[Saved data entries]

------------

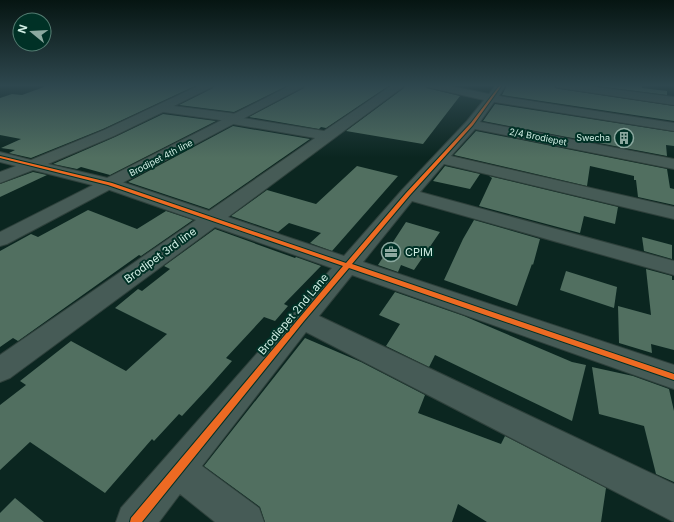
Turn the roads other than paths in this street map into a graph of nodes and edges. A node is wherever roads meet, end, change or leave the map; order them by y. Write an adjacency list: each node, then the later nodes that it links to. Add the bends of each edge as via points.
1 (159, 109): 13 (street)
2 (171, 109): 7 (street)
3 (253, 109): 7 (street, Brodipet 4th line)
4 (365, 109): 10 (street, Brodipet 3rd line)
5 (483, 109): 8 (street, Brodiepet 2nd Lane)
6 (587, 109): 9 (street)
7 (235, 119): 10 (street); 16 (street, Brodipet 4th line)
8 (472, 124): 12 (street, Brodiepet 2nd Lane); 14 (street, 2/4 Brodiepet)
9 (674, 127)
10 (327, 136): 19 (street, Brodipet 3rd line)
11 (0, 157): 13 (street)
12 (440, 158): 17 (street, Brodiepet 2nd Lane); 18 (street)
13 (33, 164): 15 (street); 16 (street)
14 (674, 164)
15 (0, 178)
16 (110, 184): 19 (street); 20 (street, Brodipet 4th line)
17 (408, 194): 21 (street, Brodiepet 2nd Lane); 22 (street)
18 (674, 213)
19 (210, 219): 21 (street); 24 (street, Brodipet 3rd line)
20 (0, 240)
21 (347, 265): 23 (street, Brodiepet 2nd Lane); 25 (street)
22 (674, 268)
23 (302, 319): 26 (street, Brodiepet 2nd Lane); 27 (street)
24 (0, 370)
25 (674, 377)
26 (178, 470): 28 (street, Brodiepet 2nd Lane); 29 (street)
27 (674, 503)
28 (135, 522)
29 (245, 522)

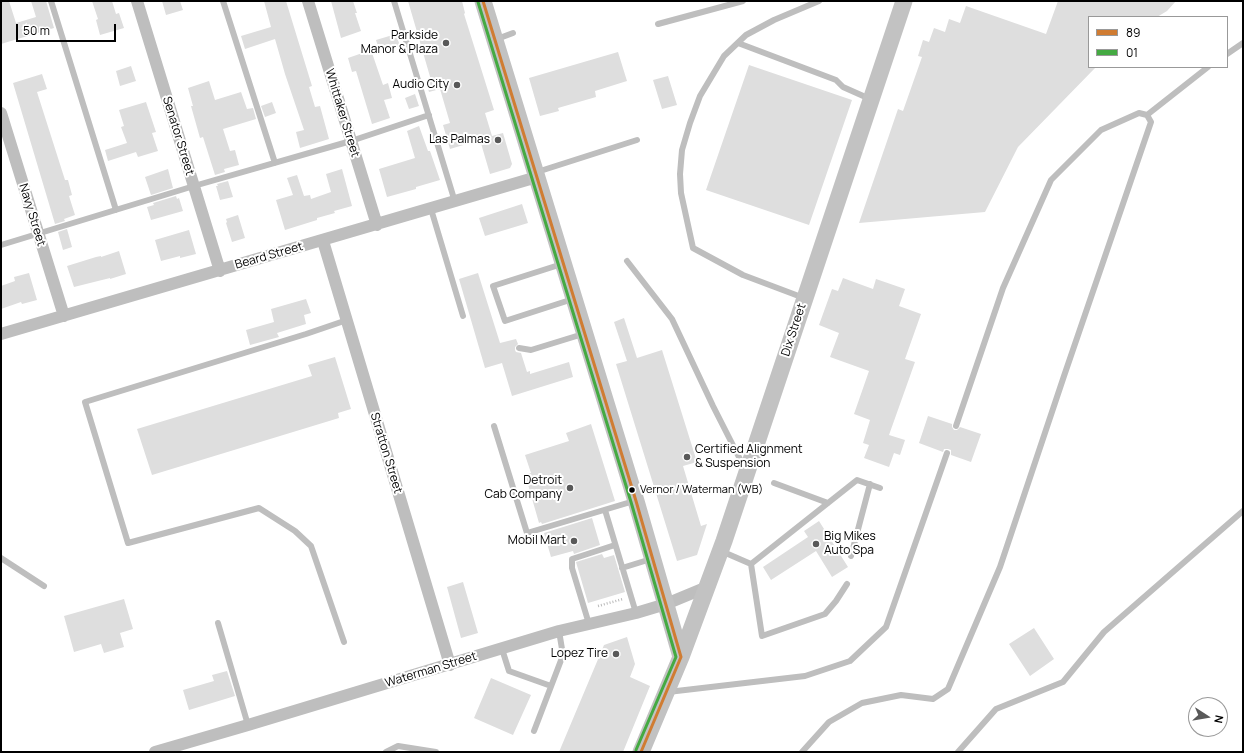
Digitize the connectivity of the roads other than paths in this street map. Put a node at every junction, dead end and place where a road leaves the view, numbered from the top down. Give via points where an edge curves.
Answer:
1 (51, 1) edge
2 (137, 1) edge
3 (223, 1) edge
4 (308, 1) edge
5 (394, 1) edge
6 (483, 1) edge
7 (743, 1) edge
8 (819, 1) edge
9 (904, 1) edge
10 (658, 24) dead end
11 (513, 33) dead end
12 (495, 40) junction
13 (738, 43) junction
14 (1243, 43) edge
15 (1228, 53) edge
16 (1207, 68) edge
17 (871, 99) junction
18 (1, 113) edge
19 (429, 115) junction
20 (1147, 115) junction
21 (637, 140) dead end
22 (351, 141) junction
23 (275, 163) junction
24 (536, 175) junction
25 (194, 186) junction
26 (456, 202) junction
27 (431, 209) junction
28 (116, 210) junction
29 (377, 225) junction
30 (38, 234) junction
31 (323, 241) junction
32 (1, 245) edge
33 (627, 261) dead end
34 (564, 264) junction
35 (220, 271) junction
36 (805, 298) junction
37 (574, 299) junction
38 (64, 316) junction
39 (463, 316) dead end
40 (347, 320) junction
41 (585, 333) junction
42 (1, 334) edge
43 (519, 348) dead end
44 (494, 426) dead end
45 (956, 426) dead end
46 (947, 453) dead end
47 (747, 472) junction
48 (774, 483) dead end
49 (870, 484) junction
50 (880, 488) dead end
51 (636, 501) junction
52 (828, 503) junction
53 (605, 510) junction
54 (1243, 511) edge
55 (615, 545) junction
56 (720, 550) junction
57 (851, 556) dead end
58 (1, 558) edge
59 (652, 559) junction
60 (751, 564) junction
61 (622, 568) junction
62 (847, 584) dead end
63 (44, 586) dead end
64 (707, 587) junction
65 (666, 604) junction
66 (636, 613) junction
67 (218, 623) dead end
68 (589, 625) junction
69 (559, 631) junction
70 (344, 642) dead end
71 (502, 649) junction
72 (681, 657) junction
73 (450, 665) junction
74 (551, 686) junction
75 (666, 692) junction
76 (248, 725) junction
77 (534, 731) dead end
78 (155, 752) edge
79 (386, 752) edge
80 (436, 752) edge
81 (641, 752) edge
82 (802, 752) edge
83 (958, 752) edge

1 - 28 lane
2 - 25 street, Senator Street
3 - 23 lane
4 - 22 street, Whittaker Street
5 - 19 lane
6 - 12 street
7 - 10 lane
8 - 13 lane via 774,20 746,35
9 - 17 street, Dix Street
11 - 12 lane
12 - 24 street
13 - 17 lane via 836,80 843,87
13 - 36 lane via 724,56 700,96 682,150 681,193 693,248 743,276
14 - 15 lane
16 - 20 lane
17 - 36 street, Dix Street
18 - 30 street, Navy Street
19 - 22 lane
19 - 26 lane
20 - 45 lane via 1139,113 1101,130 1051,180 1003,288
20 - 82 lane via 1151,122 1000,567 948,689 932,699 901,695 862,703 828,722
21 - 24 lane
22 - 23 lane
22 - 29 street, Whittaker Street
23 - 25 lane
24 - 26 street, Beard Street
24 - 34 street
25 - 28 lane
25 - 35 street, Senator Street
26 - 27 street, Beard Street
27 - 29 street, Beard Street
27 - 39 lane
28 - 30 lane
29 - 31 street, Beard Street
30 - 32 lane
30 - 38 street, Navy Street
31 - 35 street, Beard Street
31 - 40 street, Stratton Street
33 - 47 lane via 672,319
34 - 37 street
34 - 37 lane via 493,286 505,321
35 - 38 street, Beard Street
36 - 47 street, Dix Street
37 - 41 street
38 - 42 street, Beard Street
40 - 70 lane via 85,402 128,543 258,508 295,530 311,546
40 - 73 street, Stratton Street
41 - 43 lane via 531,350
41 - 51 street
44 - 53 lane via 527,533
46 - 75 lane via 886,627 850,661 805,676
47 - 56 street, Dix Street
48 - 52 lane
49 - 50 lane
49 - 52 lane via 857,480
49 - 57 lane
51 - 53 lane
51 - 59 street
52 - 60 lane
53 - 55 lane
54 - 83 lane via 1104,632 1063,682 996,709
55 - 61 lane
55 - 68 lane via 572,559 572,568
56 - 60 lane
56 - 64 street, Dix Street
58 - 63 lane
59 - 61 lane
59 - 65 street
60 - 62 lane via 762,636 825,614
61 - 66 lane
64 - 65 street, Waterman Street
64 - 72 street, Dix Street
65 - 66 street, Waterman Street
65 - 72 street
66 - 68 street, Waterman Street
67 - 76 lane
68 - 69 street, Waterman Street
69 - 71 street, Waterman Street
69 - 74 lane via 563,655
71 - 73 street, Waterman Street
71 - 74 lane via 509,671
72 - 75 street, Dix Street
73 - 76 street, Waterman Street
74 - 77 lane
75 - 81 street, Dix Street
76 - 78 street, Waterman Street
79 - 80 lane via 398,746

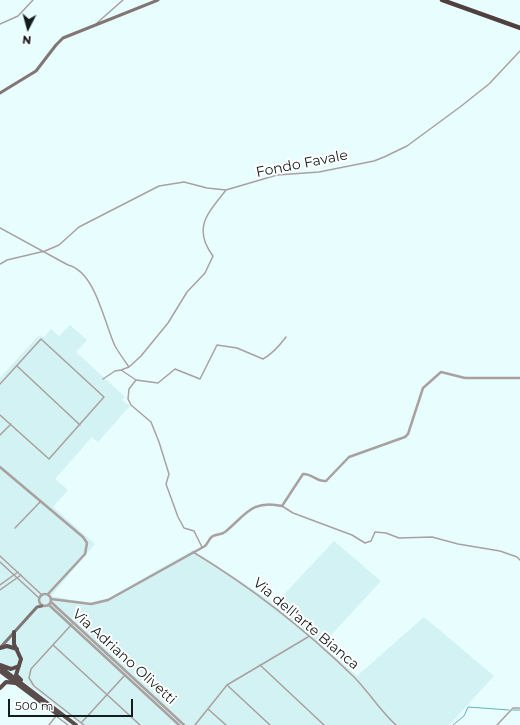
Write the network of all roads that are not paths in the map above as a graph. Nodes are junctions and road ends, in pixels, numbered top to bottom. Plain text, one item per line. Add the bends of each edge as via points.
1 (33, 0) edge
2 (123, 0) edge
3 (158, 0) edge
4 (442, 0) edge
5 (448, 0) edge
6 (0, 24) edge
7 (96, 24) junction
8 (520, 27) edge
9 (520, 51) edge
10 (0, 94) edge
11 (226, 190) junction
12 (0, 228) edge
13 (45, 251) junction
14 (0, 264) edge
15 (286, 337) dead end
16 (16, 366) junction
17 (129, 367) junction
18 (121, 370) junction
19 (520, 378) edge
20 (103, 380) dead end
21 (136, 380) junction
22 (0, 384) edge
23 (0, 415) edge
24 (11, 424) junction
25 (80, 425) junction
26 (0, 435) edge
27 (0, 467) edge
28 (40, 501) junction
29 (282, 506) junction
30 (15, 528) dead end
31 (202, 547) junction
32 (193, 552) junction
33 (0, 556) edge
34 (520, 560) edge
35 (0, 562) edge
36 (18, 572) junction
37 (14, 575) junction
38 (21, 575) junction
39 (18, 578) junction
40 (0, 585) edge
41 (0, 590) edge
42 (42, 594) junction
43 (48, 594) junction
44 (51, 598) junction
45 (39, 599) junction
46 (50, 604) junction
47 (42, 606) junction
48 (37, 607) junction
49 (72, 625) junction
50 (14, 632) junction
51 (308, 637) junction
52 (53, 645) junction
53 (0, 647) edge
54 (18, 650) junction
55 (19, 665) junction
56 (260, 666) junction
57 (0, 669) edge
58 (125, 675) junction
59 (18, 685) junction
60 (227, 685) junction
61 (0, 688) edge
62 (34, 693) junction
63 (107, 695) junction
64 (208, 708) junction
65 (520, 708) edge
66 (81, 723) junction
67 (49, 725) edge
68 (68, 725) edge
69 (72, 725) edge
70 (76, 725) edge
71 (84, 725) edge
72 (140, 725) edge
73 (179, 725) edge
74 (184, 725) edge
75 (195, 725) edge
76 (226, 725) edge
77 (270, 725) edge
78 (324, 725) edge
79 (396, 725) edge
80 (498, 725) edge

1 - 6 street via 18,16
2 - 7 street
3 - 7 main road
4 - 8 highway
5 - 8 highway
7 - 10 main road via 59,41 36,71
9 - 11 street, Fondo Favale via 488,84 460,107 406,146 384,157 319,172 277,175
11 - 13 street, Fondo Favale via 184,182 159,186 98,216 79,227 59,245
11 - 17 street via 207,214 204,224 204,240 213,256 205,273 187,292 168,323
12 - 13 street
13 - 14 street, Fondo Favale
13 - 17 street via 74,266 84,275 105,314 116,347
15 - 21 street via 278,348 263,359 237,348 217,345 200,379 175,369 158,383
16 - 22 street
16 - 25 street
16 - 25 street via 41,339 104,397
17 - 18 street
18 - 20 street via 115,371
18 - 21 street
19 - 29 street via 465,378 441,372 423,388 406,436 349,458 326,480 321,481 306,473 303,474
21 - 31 street via 129,389 128,399 151,422 169,474 166,484 178,517 184,528 194,531
23 - 24 street
24 - 25 street via 49,459
24 - 26 street
27 - 28 street
28 - 30 street
28 - 43 street via 87,543 85,554
29 - 31 street via 265,504 251,508 223,533 212,536
29 - 34 street via 293,513 352,535 365,543 371,541 375,532 380,531 399,538 432,536 458,544 500,551
31 - 32 street
32 - 44 street via 108,600 91,604
32 - 51 street, Via dell'arte Bianca via 268,602
33 - 36 street
35 - 37 street
36 - 37 street
36 - 38 street
37 - 39 street
37 - 40 street
38 - 39 street
38 - 42 street
39 - 41 street
39 - 45 street
42 - 43 street
42 - 45 street
43 - 44 street
44 - 46 street
45 - 47 street
45 - 48 main road
46 - 47 street
46 - 49 street, Via Adriano Olivetti
47 - 48 main road
48 - 50 main road
48 - 53 main road
49 - 52 street
49 - 58 street, Via Adriano Olivetti
49 - 74 street, Via Adriano Olivetti
50 - 53 main road
50 - 54 highway via 14,644
51 - 56 street
51 - 79 street, Via dell'arte Bianca via 354,677
52 - 63 street
52 - 66 street via 31,669 29,680
53 - 54 highway via 7,646
54 - 55 highway via 21,656
55 - 57 highway via 11,669
55 - 62 highway via 17,677
56 - 60 street
56 - 78 street
57 - 59 highway
57 - 61 highway via 3,678
57 - 62 highway
58 - 63 street
58 - 73 street, Via Adriano Olivetti
59 - 61 highway via 10,681
59 - 69 highway
60 - 64 street
60 - 77 street
62 - 70 highway
63 - 66 street
63 - 72 street
64 - 75 street
64 - 76 street
65 - 80 street via 513,708
66 - 71 street
67 - 68 street via 56,716

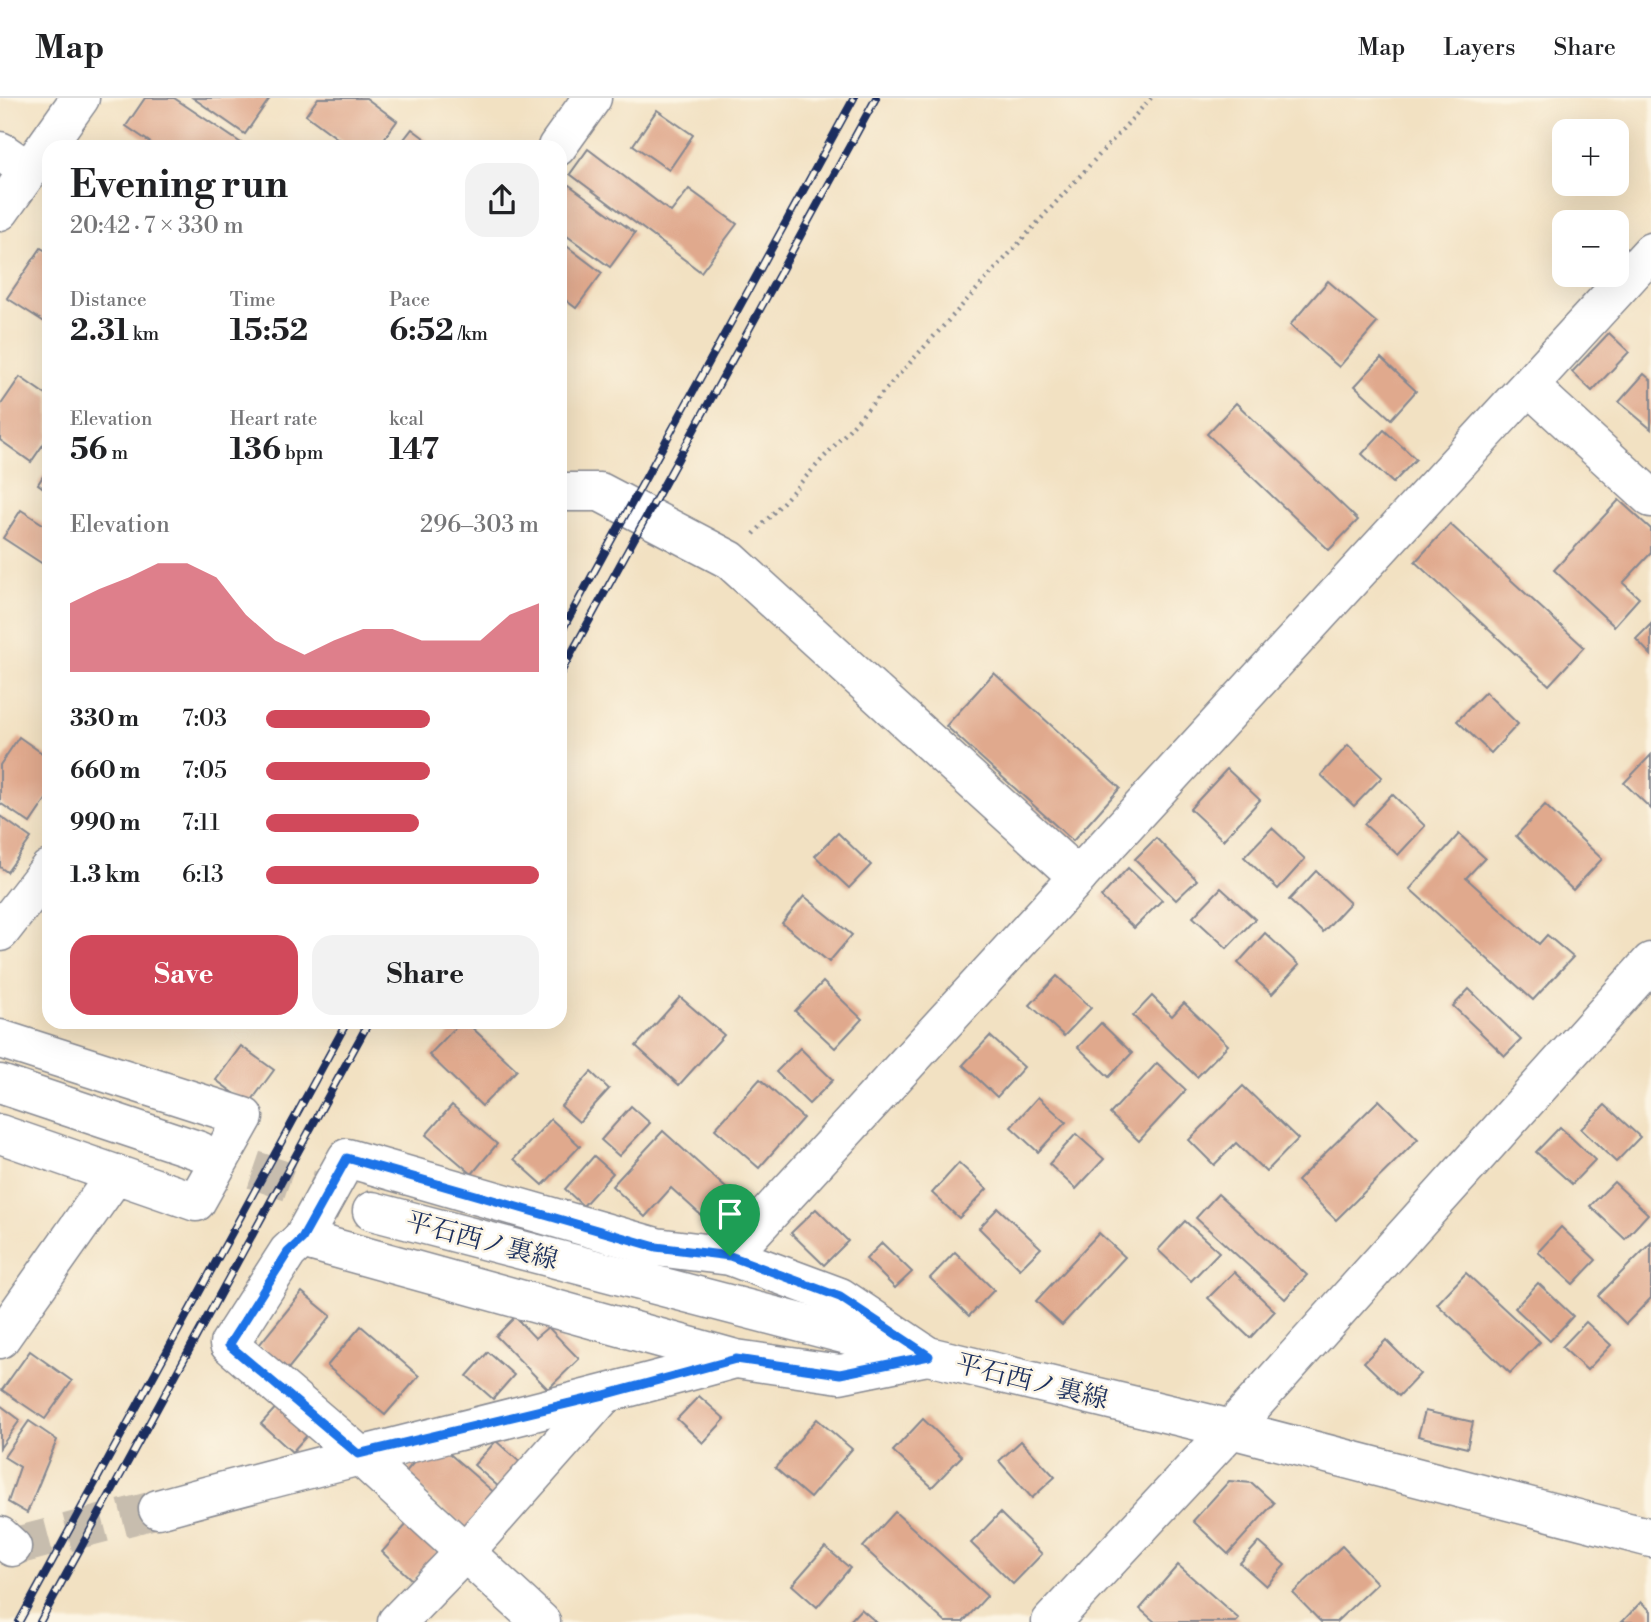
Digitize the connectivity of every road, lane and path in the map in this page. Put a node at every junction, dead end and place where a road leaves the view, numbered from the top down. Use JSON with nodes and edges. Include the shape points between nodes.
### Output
{"nodes":[{"id":1,"x":80,"y":98,"type":"edge"},
{"id":2,"x":592,"y":98,"type":"edge"},
{"id":3,"x":1151,"y":98,"type":"edge"},
{"id":4,"x":44,"y":140,"type":"edge"},
{"id":5,"x":562,"y":140,"type":"edge"},
{"id":6,"x":42,"y":142,"type":"edge"},
{"id":7,"x":30,"y":156,"type":"edge"},
{"id":8,"x":0,"y":211,"type":"edge"},
{"id":9,"x":1651,"y":252,"type":"edge"},
{"id":10,"x":1530,"y":387,"type":"junction"},
{"id":11,"x":567,"y":492,"type":"edge"},
{"id":12,"x":1651,"y":498,"type":"edge"},
{"id":13,"x":730,"y":560,"type":"junction"},
{"id":14,"x":1078,"y":877,"type":"junction"},
{"id":15,"x":42,"y":878,"type":"edge"},
{"id":16,"x":0,"y":932,"type":"edge"},
{"id":17,"x":1651,"y":962,"type":"edge"},
{"id":18,"x":0,"y":1039,"type":"edge"},
{"id":19,"x":0,"y":1084,"type":"edge"},
{"id":20,"x":0,"y":1134,"type":"edge"},
{"id":21,"x":200,"y":1151,"type":"tunnel mouth"},
{"id":22,"x":116,"y":1174,"type":"junction"},
{"id":23,"x":372,"y":1211,"type":"tunnel mouth"},
{"id":24,"x":302,"y":1239,"type":"junction"},
{"id":25,"x":730,"y":1256,"type":"junction"},
{"id":26,"x":0,"y":1339,"type":"edge"},
{"id":27,"x":929,"y":1356,"type":"junction"},
{"id":28,"x":736,"y":1359,"type":"junction"},
{"id":29,"x":604,"y":1395,"type":"junction"},
{"id":30,"x":1231,"y":1429,"type":"junction"},
{"id":31,"x":358,"y":1454,"type":"junction"},
{"id":32,"x":158,"y":1509,"type":"tunnel mouth"},
{"id":33,"x":0,"y":1536,"type":"edge"},
{"id":34,"x":1651,"y":1538,"type":"edge"},
{"id":35,"x":0,"y":1550,"type":"edge"},
{"id":36,"x":465,"y":1552,"type":"junction"},
{"id":37,"x":397,"y":1622,"type":"edge"},
{"id":38,"x":541,"y":1622,"type":"edge"},
{"id":39,"x":1051,"y":1622,"type":"edge"}],
"edges":[{"from":1,"to":4,"type":"main road"},
{"from":2,"to":5,"type":"main road"},
{"from":3,"to":13,"type":"path"},
{"from":6,"to":7,"type":"main road"},
{"from":7,"to":8,"type":"main road"},
{"from":9,"to":10,"type":"main road"},
{"from":10,"to":12,"type":"main road"},
{"from":10,"to":14,"type":"main road"},
{"from":11,"to":13,"type":"main road","via":[[600,492]]},
{"from":13,"to":14,"type":"main road"},
{"from":14,"to":25,"type":"main road"},
{"from":15,"to":16,"type":"main road"},
{"from":17,"to":30,"type":"main road"},
{"from":18,"to":22,"type":"main road","via":[[244,1117],[196,1202]]},
{"from":19,"to":21,"type":"main road"},
{"from":20,"to":22,"type":"main road"},
{"from":22,"to":26,"type":"main road"},
{"from":23,"to":27,"type":"main road","name":"平石西ノ裏線"},
{"from":24,"to":25,"type":"main road","via":[[347,1158],[656,1247]]},
{"from":24,"to":28,"type":"main road"},
{"from":24,"to":31,"type":"main road","via":[[288,1252],[229,1345]]},
{"from":25,"to":27,"type":"main road","via":[[840,1297]]},
{"from":27,"to":28,"type":"main road","via":[[840,1374]]},
{"from":27,"to":30,"type":"main road","name":"平石西ノ裏線"},
{"from":28,"to":29,"type":"main road"},
{"from":29,"to":31,"type":"main road"},
{"from":29,"to":36,"type":"main road"},
{"from":30,"to":34,"type":"main road","name":"平石西ノ裏線"},
{"from":30,"to":39,"type":"main road"},
{"from":31,"to":32,"type":"main road"},
{"from":31,"to":36,"type":"main road"},
{"from":33,"to":35,"type":"main road","via":[[12,1547]]},
{"from":36,"to":37,"type":"main road"},
{"from":36,"to":38,"type":"main road"}]}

------------

:: Exercise objective ::
Your answer should be each line of the data that contains the word "Senator", copied as it stands.

:: Answer to the exercise ::
2 - 25 street, Senator Street
25 - 35 street, Senator Street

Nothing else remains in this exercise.